If you have a pre-existing condition, I think it’s important you know something else: both parties agree that protections are needed to ensure these folks can access affordable health coverage. I think a better alternative to Obamacare would be extending the same protections that exist for employer-sponsored health plans to the individual and small group markets, where many small businesses purchase their health insurance. Before the enactment of Obamacare, if you had a pre-existing condition and a plan through your employer, you were able to get affordable health insurance. Folks in the individual and small group markets should have that same sense of security.
Another approach we can take to make health care coverage affordable is to allow people to purchase their plans across state lines, which will spur competition, thereby lowering cost. These are just a few suggestions, and I hope the incoming Democrat majority will seriously consider these ideas to come up with alternatives that do a better job of keeping health insurance affordable.
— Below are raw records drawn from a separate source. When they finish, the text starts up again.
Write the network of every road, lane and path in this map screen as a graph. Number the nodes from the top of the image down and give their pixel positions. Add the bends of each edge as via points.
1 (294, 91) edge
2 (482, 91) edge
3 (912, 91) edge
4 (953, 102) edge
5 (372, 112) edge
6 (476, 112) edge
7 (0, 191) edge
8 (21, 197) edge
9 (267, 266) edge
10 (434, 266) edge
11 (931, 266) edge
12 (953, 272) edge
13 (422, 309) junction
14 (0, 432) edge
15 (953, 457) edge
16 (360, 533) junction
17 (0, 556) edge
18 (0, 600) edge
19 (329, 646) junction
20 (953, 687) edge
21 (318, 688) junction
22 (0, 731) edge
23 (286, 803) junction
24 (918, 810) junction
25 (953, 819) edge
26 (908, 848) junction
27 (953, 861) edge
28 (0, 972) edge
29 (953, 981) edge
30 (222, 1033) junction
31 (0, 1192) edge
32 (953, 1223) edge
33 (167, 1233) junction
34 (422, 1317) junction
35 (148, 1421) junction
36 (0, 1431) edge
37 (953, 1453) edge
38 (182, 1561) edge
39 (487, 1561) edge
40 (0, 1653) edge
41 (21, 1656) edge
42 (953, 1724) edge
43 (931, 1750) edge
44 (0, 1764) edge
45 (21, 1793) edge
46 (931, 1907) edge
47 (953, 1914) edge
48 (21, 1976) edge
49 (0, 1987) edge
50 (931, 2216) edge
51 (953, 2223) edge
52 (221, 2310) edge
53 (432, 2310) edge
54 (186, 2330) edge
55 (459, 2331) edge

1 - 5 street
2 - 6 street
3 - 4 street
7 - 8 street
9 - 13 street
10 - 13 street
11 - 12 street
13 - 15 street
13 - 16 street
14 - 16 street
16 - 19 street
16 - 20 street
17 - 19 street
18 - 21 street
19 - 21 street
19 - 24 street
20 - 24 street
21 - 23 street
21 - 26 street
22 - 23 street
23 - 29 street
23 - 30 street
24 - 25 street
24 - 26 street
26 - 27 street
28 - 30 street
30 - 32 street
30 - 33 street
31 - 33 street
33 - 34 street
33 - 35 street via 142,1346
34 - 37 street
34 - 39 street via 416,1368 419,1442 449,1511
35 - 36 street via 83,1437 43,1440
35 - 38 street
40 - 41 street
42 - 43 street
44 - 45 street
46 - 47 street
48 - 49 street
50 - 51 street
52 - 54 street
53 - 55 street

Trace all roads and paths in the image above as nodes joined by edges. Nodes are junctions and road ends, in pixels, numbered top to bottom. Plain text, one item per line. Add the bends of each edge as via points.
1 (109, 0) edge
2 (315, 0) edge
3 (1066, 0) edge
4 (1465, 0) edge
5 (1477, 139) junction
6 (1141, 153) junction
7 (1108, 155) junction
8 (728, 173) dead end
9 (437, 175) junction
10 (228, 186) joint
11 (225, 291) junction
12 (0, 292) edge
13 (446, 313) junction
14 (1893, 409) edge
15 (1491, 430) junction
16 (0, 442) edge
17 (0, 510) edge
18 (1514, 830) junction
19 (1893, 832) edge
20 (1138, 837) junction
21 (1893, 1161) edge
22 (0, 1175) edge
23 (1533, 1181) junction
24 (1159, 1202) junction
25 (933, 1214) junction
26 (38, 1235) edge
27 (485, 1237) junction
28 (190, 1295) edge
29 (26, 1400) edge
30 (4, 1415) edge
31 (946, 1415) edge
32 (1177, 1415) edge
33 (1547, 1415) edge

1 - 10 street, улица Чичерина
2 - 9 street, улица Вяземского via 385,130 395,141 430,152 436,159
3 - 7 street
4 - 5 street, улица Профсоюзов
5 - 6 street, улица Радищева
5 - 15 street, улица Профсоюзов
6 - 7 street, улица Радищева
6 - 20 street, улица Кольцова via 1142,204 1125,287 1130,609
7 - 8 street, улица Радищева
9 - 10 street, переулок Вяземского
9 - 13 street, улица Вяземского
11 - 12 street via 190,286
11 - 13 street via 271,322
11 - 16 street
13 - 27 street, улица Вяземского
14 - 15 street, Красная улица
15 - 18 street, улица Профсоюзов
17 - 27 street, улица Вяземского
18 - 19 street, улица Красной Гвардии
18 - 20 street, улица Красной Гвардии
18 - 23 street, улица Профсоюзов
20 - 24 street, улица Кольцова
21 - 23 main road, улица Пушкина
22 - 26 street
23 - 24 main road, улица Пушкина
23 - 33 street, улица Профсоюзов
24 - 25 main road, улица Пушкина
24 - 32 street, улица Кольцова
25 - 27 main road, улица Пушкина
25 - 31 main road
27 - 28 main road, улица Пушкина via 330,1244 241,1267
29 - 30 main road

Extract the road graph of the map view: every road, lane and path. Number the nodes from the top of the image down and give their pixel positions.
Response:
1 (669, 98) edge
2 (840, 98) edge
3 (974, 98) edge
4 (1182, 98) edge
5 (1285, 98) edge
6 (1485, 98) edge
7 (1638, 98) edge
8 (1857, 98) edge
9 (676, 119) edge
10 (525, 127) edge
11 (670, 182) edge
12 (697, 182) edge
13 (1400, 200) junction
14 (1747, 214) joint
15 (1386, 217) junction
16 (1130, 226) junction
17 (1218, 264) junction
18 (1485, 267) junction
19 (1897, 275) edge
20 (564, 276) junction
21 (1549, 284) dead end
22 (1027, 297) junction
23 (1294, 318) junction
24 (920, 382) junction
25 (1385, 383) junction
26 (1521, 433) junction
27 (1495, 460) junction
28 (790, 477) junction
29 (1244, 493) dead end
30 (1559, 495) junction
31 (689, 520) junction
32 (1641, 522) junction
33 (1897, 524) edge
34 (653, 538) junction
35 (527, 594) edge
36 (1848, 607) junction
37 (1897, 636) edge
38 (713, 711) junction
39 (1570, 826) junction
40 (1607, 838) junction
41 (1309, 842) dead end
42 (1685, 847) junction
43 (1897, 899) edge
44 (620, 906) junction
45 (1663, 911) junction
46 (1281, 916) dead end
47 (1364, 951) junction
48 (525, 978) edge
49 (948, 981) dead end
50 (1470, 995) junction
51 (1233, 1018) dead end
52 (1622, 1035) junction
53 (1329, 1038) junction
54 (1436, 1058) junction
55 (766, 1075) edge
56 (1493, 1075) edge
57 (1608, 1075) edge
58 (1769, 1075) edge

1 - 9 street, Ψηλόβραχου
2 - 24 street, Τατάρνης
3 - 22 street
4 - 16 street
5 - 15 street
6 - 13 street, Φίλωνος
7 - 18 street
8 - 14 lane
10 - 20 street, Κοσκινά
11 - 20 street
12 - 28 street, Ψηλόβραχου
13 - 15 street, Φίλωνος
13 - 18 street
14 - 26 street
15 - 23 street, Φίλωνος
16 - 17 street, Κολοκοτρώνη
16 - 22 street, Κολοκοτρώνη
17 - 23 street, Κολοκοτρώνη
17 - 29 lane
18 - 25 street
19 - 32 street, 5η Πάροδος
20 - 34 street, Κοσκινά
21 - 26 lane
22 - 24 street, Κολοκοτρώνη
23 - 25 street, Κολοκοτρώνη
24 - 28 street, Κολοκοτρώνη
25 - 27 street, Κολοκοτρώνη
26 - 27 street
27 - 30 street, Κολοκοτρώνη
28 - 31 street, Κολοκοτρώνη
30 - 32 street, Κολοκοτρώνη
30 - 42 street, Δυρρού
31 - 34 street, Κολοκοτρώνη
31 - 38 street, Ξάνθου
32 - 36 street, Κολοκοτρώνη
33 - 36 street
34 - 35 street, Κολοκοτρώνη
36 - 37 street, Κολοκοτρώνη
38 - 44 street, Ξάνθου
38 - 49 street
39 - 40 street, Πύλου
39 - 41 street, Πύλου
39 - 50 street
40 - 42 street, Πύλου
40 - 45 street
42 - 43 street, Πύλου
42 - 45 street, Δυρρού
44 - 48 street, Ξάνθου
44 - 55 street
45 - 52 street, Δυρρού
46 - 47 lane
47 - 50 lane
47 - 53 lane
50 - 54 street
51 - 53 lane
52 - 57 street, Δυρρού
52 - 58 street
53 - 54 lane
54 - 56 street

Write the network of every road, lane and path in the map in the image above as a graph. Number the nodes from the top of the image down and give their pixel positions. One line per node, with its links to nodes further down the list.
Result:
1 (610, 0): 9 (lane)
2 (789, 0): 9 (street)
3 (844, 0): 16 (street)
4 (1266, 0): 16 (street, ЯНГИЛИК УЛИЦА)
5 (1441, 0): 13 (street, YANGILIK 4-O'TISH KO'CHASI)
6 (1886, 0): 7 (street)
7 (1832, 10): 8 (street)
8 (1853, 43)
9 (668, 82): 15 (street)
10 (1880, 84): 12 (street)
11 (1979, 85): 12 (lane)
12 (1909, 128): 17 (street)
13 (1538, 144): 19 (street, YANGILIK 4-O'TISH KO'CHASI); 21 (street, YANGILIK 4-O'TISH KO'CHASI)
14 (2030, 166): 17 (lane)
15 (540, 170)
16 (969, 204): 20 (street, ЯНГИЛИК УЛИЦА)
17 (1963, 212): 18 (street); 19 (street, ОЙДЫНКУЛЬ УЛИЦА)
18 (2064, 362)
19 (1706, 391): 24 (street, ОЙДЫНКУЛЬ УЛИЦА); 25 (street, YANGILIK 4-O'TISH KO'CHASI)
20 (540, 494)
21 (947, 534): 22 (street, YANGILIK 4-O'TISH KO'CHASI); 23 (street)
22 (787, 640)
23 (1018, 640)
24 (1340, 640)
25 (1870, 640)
In the upcoming Congress, we need to start with a clean slate where both parties come together to craft a bipartisan plan that works for all Americans. I hope Democrats will recognize that many Tennesseans see Obamacare as a failure because average premiums have risen by 176 percent since the law went into effect. For the past three Congresses I’ve introduced the American Health Care Reform Act, a comprehensive bill that would have replaced Obamacare with free-market competition in our health care system. I think many of the ideas included in this legislation — which included protections for people with pre-existing conditions — deserve bipartisan support. But I’ve said it before and will say it again: health care isn’t a Republican or Democrat issue, it’s a people issue. If the court ruling stands, I hope we can put partisan politics aside and fix the very real problems that exist in the health care market.
As a physician, there is nothing that I want more than for every individual to have access to affordable health care. I believe if Congress can work together we can find a path forward that works for both sides of the aisle, and every American. I will continue reaching out to Tennesseans, listening to their concerns and working across the aisle to find better health care solutions.